As he approached the Azores, and the dreaded homecoming preparations got under way, his mind snapped. It is presumed that he committed suicide by jumping into the sea. But he left all his navigational notes behind, so that his real voyage could be reconstructed. I like to think that he did this as a redeeming act, so that the truth would be known.

He also left a mass of personal writings, including narrative pieces and some poetry. He was throughout his voyage very much thrown upon his own inner resources. He had no human company, and the birds and fish he saw meant much to him. He described one particular bird in an essay called The Misfit. It was about a land bird, an owl, that had found his boat in the midst of the South Atlantic ocean, and was struggling to keep up with it. He says this about the owl:

He was unapproachable, as a misfit should be. He flew away as soon as I made any effort to get near him, and on to the mizzen crosstrees, where he hung desperately to the shaky stays with claws useless for the task he had set himself: bedraggled, shivering, eyes closing with heavy fatigue, head withdrawn, his feathers fluffed up in scant protection against the icy wind, his wings twitching into a slight spread from time to time to take him instantly into the air if he should lose his grip... Poor bloody misfit!...I could not slow up to make the misfit's life easier. I had seen my own clearance on the distant horizon. At last the owl abandoned his insecure perch and gamely fought his way out of sight to windward. My heart turned to lead and my eyes filled...somehow I knew he would not return. We were both victims of the one malaise. The victims of that malaise grow used to little quarter, and learn not to ask for it, drawing only on what is found by chance. Out of their own resources they delay as best they can the inevitable exhausted subsidence into the icy waters of death...he was a misfit, in all probability destined like the spirit of many of his human counterparts to die alone and anonymously, unseen by any of his species, yet accepting that one chance in a million of knowing things unknown.

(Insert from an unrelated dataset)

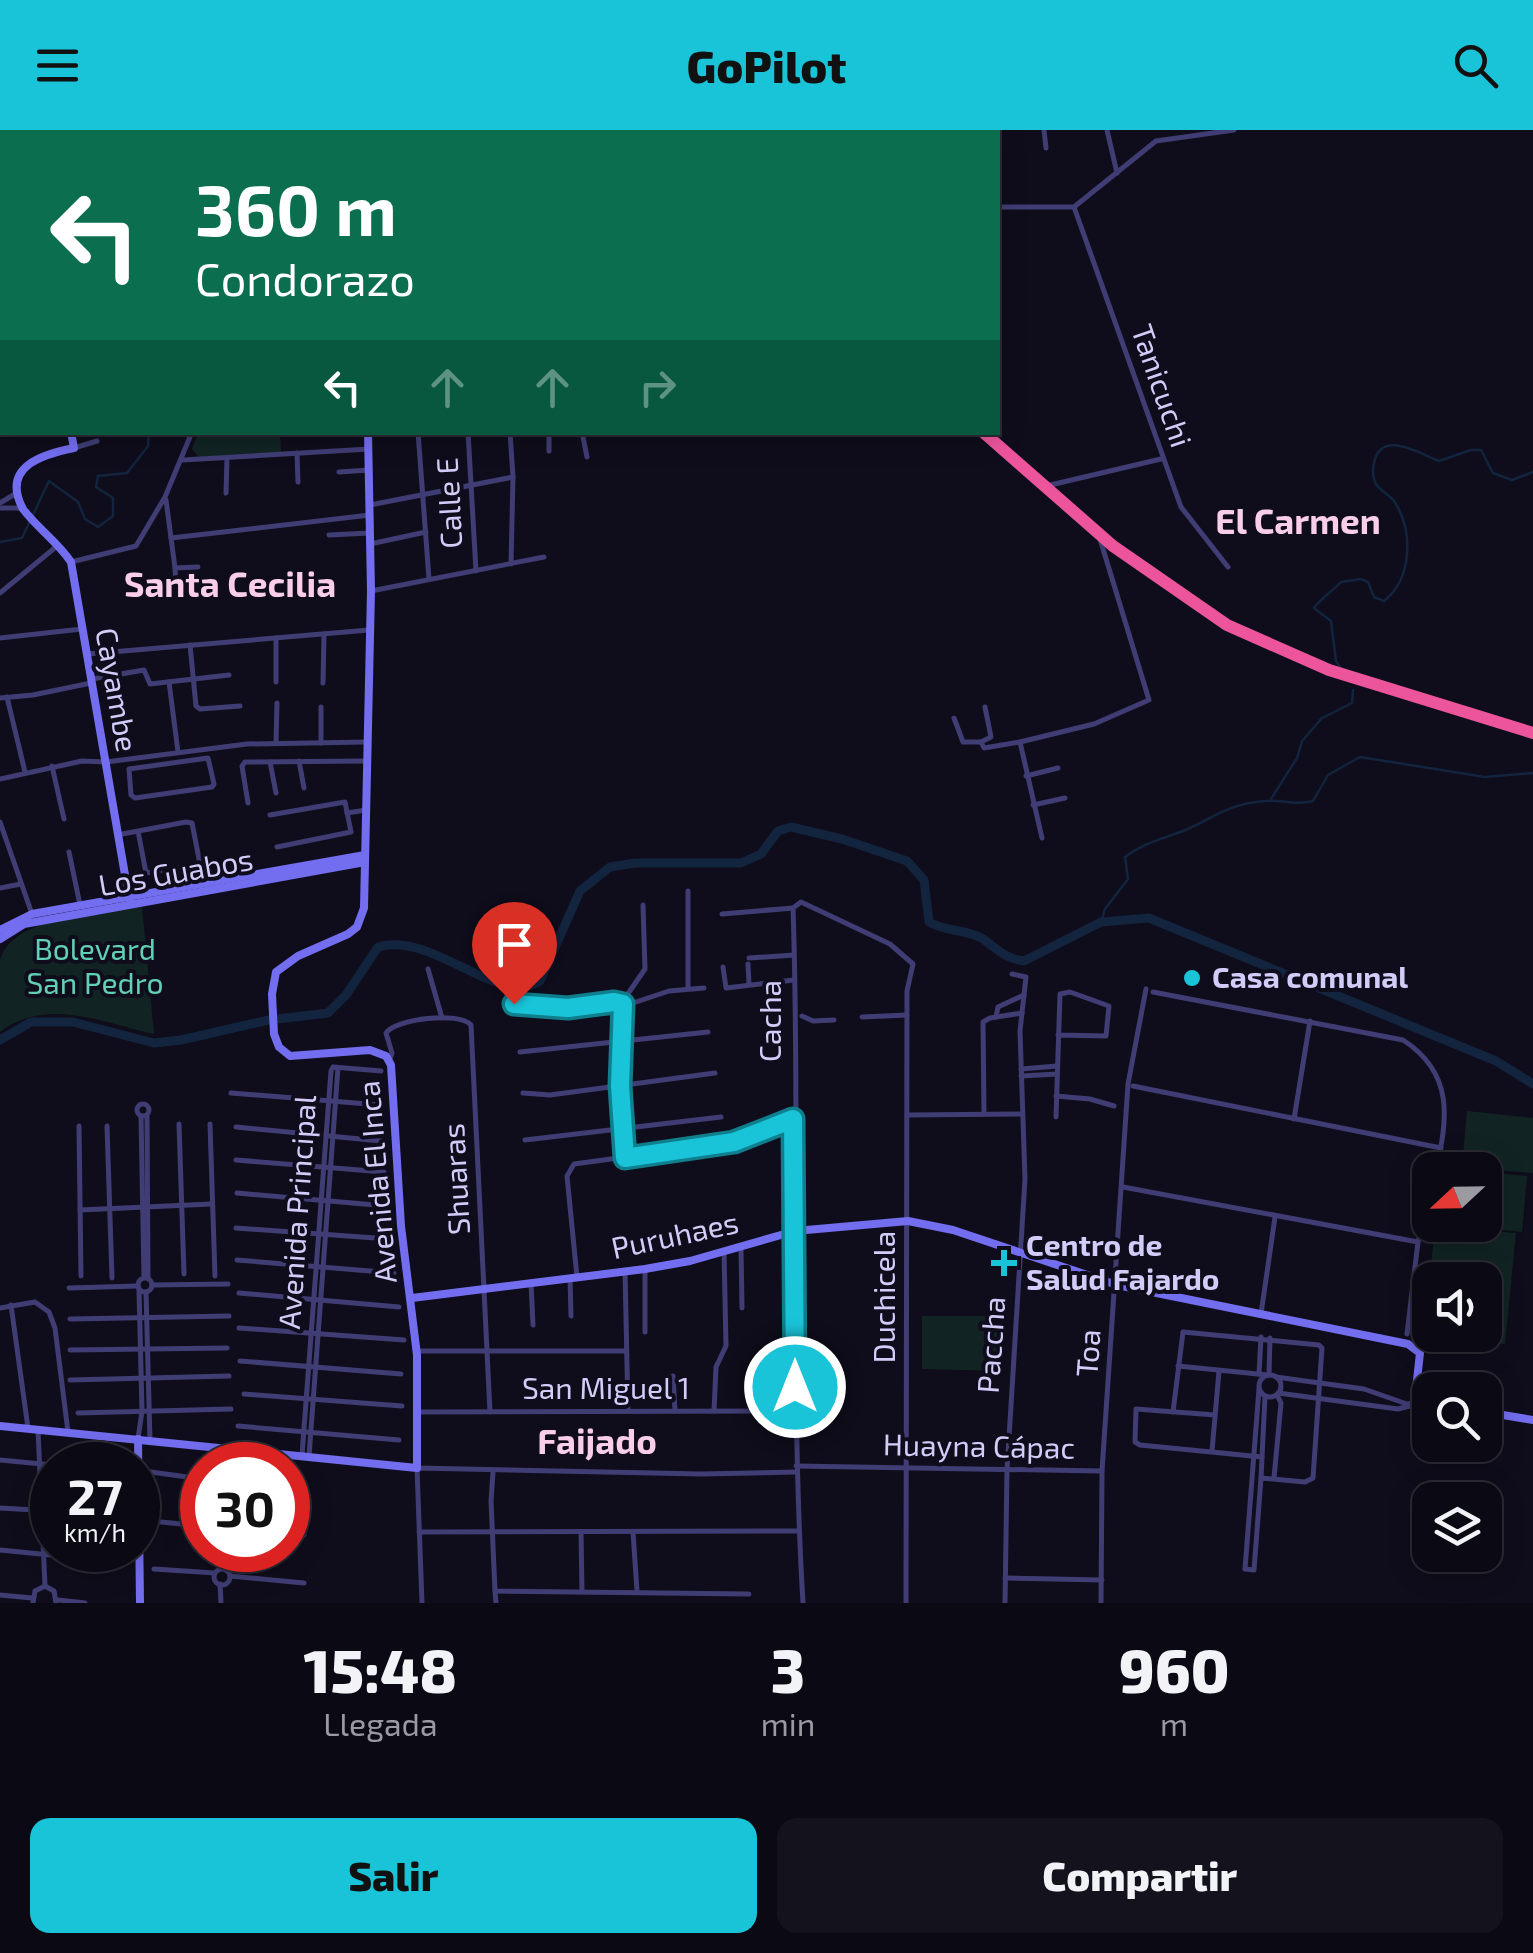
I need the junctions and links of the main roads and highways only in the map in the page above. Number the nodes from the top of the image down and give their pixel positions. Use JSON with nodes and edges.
{"nodes":[{"id":1,"x":986,"y":435,"type":"edge"},
{"id":2,"x":1533,"y":733,"type":"edge"}],
"edges":[{"from":1,"to":2,"type":"highway"}]}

And there was a short poem about the Misfit:

Save some pity for the Misfit, fighting on with bursting heart;
Not a trace of common sense, his is no common flight.
Save, save him some pity. But save the greater part
For him that sees no glimmer of the Misfit's guiding light.

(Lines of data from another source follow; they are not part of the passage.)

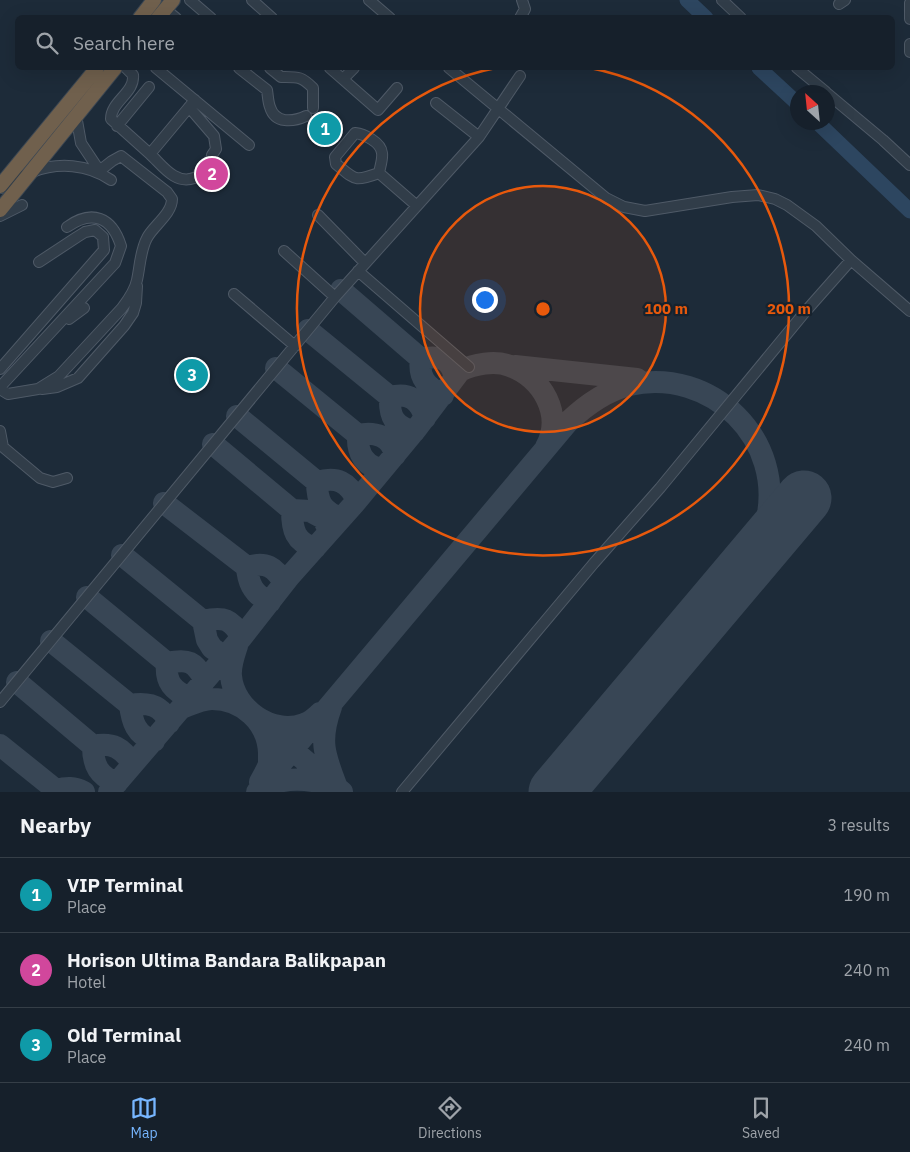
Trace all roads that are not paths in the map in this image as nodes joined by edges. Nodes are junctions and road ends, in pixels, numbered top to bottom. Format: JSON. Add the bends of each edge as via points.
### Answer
{"nodes":[{"id":1,"x":190,"y":0,"type":"edge"},
{"id":2,"x":252,"y":0,"type":"edge"},
{"id":3,"x":522,"y":0,"type":"edge"},
{"id":4,"x":722,"y":0,"type":"edge"},
{"id":5,"x":374,"y":2,"type":"edge"},
{"id":6,"x":910,"y":2,"type":"edge"},
{"id":7,"x":162,"y":6,"type":"edge"},
{"id":8,"x":146,"y":15,"type":"edge"},
{"id":9,"x":208,"y":15,"type":"edge"},
{"id":10,"x":269,"y":15,"type":"edge"},
{"id":11,"x":387,"y":15,"type":"edge"},
{"id":12,"x":522,"y":15,"type":"edge"},
{"id":13,"x":738,"y":15,"type":"edge"},
{"id":14,"x":910,"y":19,"type":"edge"},
{"id":15,"x":910,"y":44,"type":"edge"},
{"id":16,"x":910,"y":52,"type":"edge"},
{"id":17,"x":95,"y":70,"type":"edge"},
{"id":18,"x":113,"y":70,"type":"edge"},
{"id":19,"x":128,"y":70,"type":"edge"},
{"id":20,"x":158,"y":70,"type":"edge"},
{"id":21,"x":242,"y":70,"type":"edge"},
{"id":22,"x":272,"y":70,"type":"edge"},
{"id":23,"x":333,"y":70,"type":"edge"},
{"id":24,"x":352,"y":70,"type":"edge"},
{"id":25,"x":451,"y":70,"type":"edge"},
{"id":26,"x":799,"y":70,"type":"edge"},
{"id":27,"x":520,"y":76,"type":"dead end"},
{"id":28,"x":281,"y":77,"type":"junction"},
{"id":29,"x":344,"y":79,"type":"junction"},
{"id":30,"x":817,"y":85,"type":"edge"},
{"id":31,"x":149,"y":87,"type":"dead end"},
{"id":32,"x":397,"y":88,"type":"dead end"},
{"id":33,"x":267,"y":90,"type":"junction"},
{"id":34,"x":835,"y":100,"type":"edge"},
{"id":35,"x":436,"y":103,"type":"dead end"},
{"id":36,"x":192,"y":104,"type":"junction"},
{"id":37,"x":313,"y":108,"type":"dead end"},
{"id":38,"x":498,"y":109,"type":"junction"},
{"id":39,"x":76,"y":115,"type":"junction"},
{"id":40,"x":306,"y":116,"type":"dead end"},
{"id":41,"x":117,"y":126,"type":"junction"},
{"id":42,"x":479,"y":137,"type":"junction"},
{"id":43,"x":249,"y":145,"type":"dead end"},
{"id":44,"x":150,"y":154,"type":"junction"},
{"id":45,"x":212,"y":155,"type":"tunnel mouth"},
{"id":46,"x":910,"y":165,"type":"edge"},
{"id":47,"x":32,"y":172,"type":"junction"},
{"id":48,"x":99,"y":172,"type":"junction"},
{"id":49,"x":379,"y":173,"type":"junction"},
{"id":50,"x":194,"y":178,"type":"dead end"},
{"id":51,"x":111,"y":180,"type":"dead end"},
{"id":52,"x":0,"y":188,"type":"edge"},
{"id":53,"x":22,"y":205,"type":"dead end"},
{"id":54,"x":417,"y":206,"type":"junction"},
{"id":55,"x":0,"y":210,"type":"edge"},
{"id":56,"x":318,"y":215,"type":"dead end"},
{"id":57,"x":0,"y":216,"type":"edge"},
{"id":58,"x":67,"y":227,"type":"dead end"},
{"id":59,"x":284,"y":250,"type":"dead end"},
{"id":60,"x":851,"y":260,"type":"junction"},
{"id":61,"x":39,"y":262,"type":"dead end"},
{"id":62,"x":361,"y":266,"type":"junction"},
{"id":63,"x":234,"y":294,"type":"dead end"},
{"id":64,"x":335,"y":297,"type":"junction"},
{"id":65,"x":84,"y":308,"type":"dead end"},
{"id":66,"x":909,"y":308,"type":"edge"},
{"id":67,"x":50,"y":332,"type":"junction"},
{"id":68,"x":295,"y":346,"type":"junction"},
{"id":69,"x":469,"y":367,"type":"dead end"},
{"id":70,"x":0,"y":369,"type":"edge"},
{"id":71,"x":3,"y":390,"type":"edge"},
{"id":72,"x":0,"y":431,"type":"edge"},
{"id":73,"x":2,"y":448,"type":"edge"},
{"id":74,"x":67,"y":478,"type":"dead end"},
{"id":75,"x":0,"y":702,"type":"edge"},
{"id":76,"x":402,"y":792,"type":"edge"}],
"edges":[{"from":1,"to":9,"type":"street"},
{"from":2,"to":10,"type":"street"},
{"from":3,"to":12,"type":"street","via":[[525,9]]},
{"from":4,"to":13,"type":"street"},
{"from":5,"to":11,"type":"street"},
{"from":6,"to":14,"type":"street"},
{"from":7,"to":8,"type":"highway"},
{"from":15,"to":16,"type":"street"},
{"from":17,"to":52,"type":"highway"},
{"from":18,"to":39,"type":"highway"},
{"from":19,"to":41,"type":"street","via":[[133,75],[133,84],[111,114]]},
{"from":20,"to":36,"type":"street"},
{"from":21,"to":33,"type":"street"},
{"from":22,"to":28,"type":"street"},
{"from":23,"to":29,"type":"street"},
{"from":24,"to":29,"type":"street"},
{"from":25,"to":38,"type":"street"},
{"from":26,"to":30,"type":"street"},
{"from":27,"to":38,"type":"street"},
{"from":28,"to":33,"type":"street"},
{"from":28,"to":37,"type":"street","via":[[303,78],[314,88]]},
{"from":29,"to":32,"type":"street","via":[[378,110]]},
{"from":31,"to":41,"type":"street"},
{"from":33,"to":40,"type":"street","via":[[272,112],[283,121]]},
{"from":34,"to":46,"type":"street"},
{"from":35,"to":42,"type":"street"},
{"from":36,"to":43,"type":"street"},
{"from":36,"to":44,"type":"street"},
{"from":36,"to":45,"type":"street","via":[[214,136],[216,149]]},
{"from":38,"to":42,"type":"street"},
{"from":38,"to":60,"type":"street","via":[[606,198],[624,208],[645,211],[732,196],[758,195],[787,205],[816,226]]},
{"from":39,"to":47,"type":"highway"},
{"from":39,"to":48,"type":"street","via":[[81,143]]},
{"from":41,"to":44,"type":"street"},
{"from":42,"to":54,"type":"street"},
{"from":44,"to":50,"type":"street","via":[[177,178]]},
{"from":47,"to":48,"type":"street","via":[[63,165]]},
{"from":47,"to":52,"type":"street"},
{"from":47,"to":55,"type":"highway"},
{"from":48,"to":51,"type":"street"},
{"from":48,"to":71,"type":"street","via":[[121,156],[167,192],[172,199],[171,206],[145,241],[137,283],[130,296],[76,360],[38,389]]},
{"from":49,"to":49,"type":"street","via":[[356,179],[336,164],[335,157],[355,133],[364,134],[381,147]]},
{"from":49,"to":54,"type":"street"},
{"from":53,"to":57,"type":"street"},
{"from":54,"to":62,"type":"street"},
{"from":56,"to":62,"type":"street"},
{"from":58,"to":67,"type":"street","via":[[93,216],[114,229],[121,246],[115,262]]},
{"from":59,"to":64,"type":"street"},
{"from":60,"to":66,"type":"street"},
{"from":60,"to":76,"type":"street"},
{"from":61,"to":70,"type":"street","via":[[85,232],[95,230],[103,237],[104,250]]},
{"from":62,"to":64,"type":"street"},
{"from":62,"to":69,"type":"street"},
{"from":63,"to":68,"type":"street"},
{"from":64,"to":68,"type":"street"},
{"from":65,"to":67,"type":"street"},
{"from":67,"to":71,"type":"street"},
{"from":68,"to":75,"type":"street"},
{"from":72,"to":73,"type":"street"},
{"from":73,"to":74,"type":"street","via":[[40,478],[53,482]]}]}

It seems clear that Crowhurst identitfied strongly with that owl, so far from land, so lost at sea, and was foretelling his own demise as well as the owl's. And indeed how many of us have not felt a bloody-minded urge at some point to defy all common sense and fling ourselves headlong into the roaring waters? For that one-in-a-million chance of success, or just survival? Isn't it the final mark of a human being to face an impossible challenge, and meet one's nightmare face to face?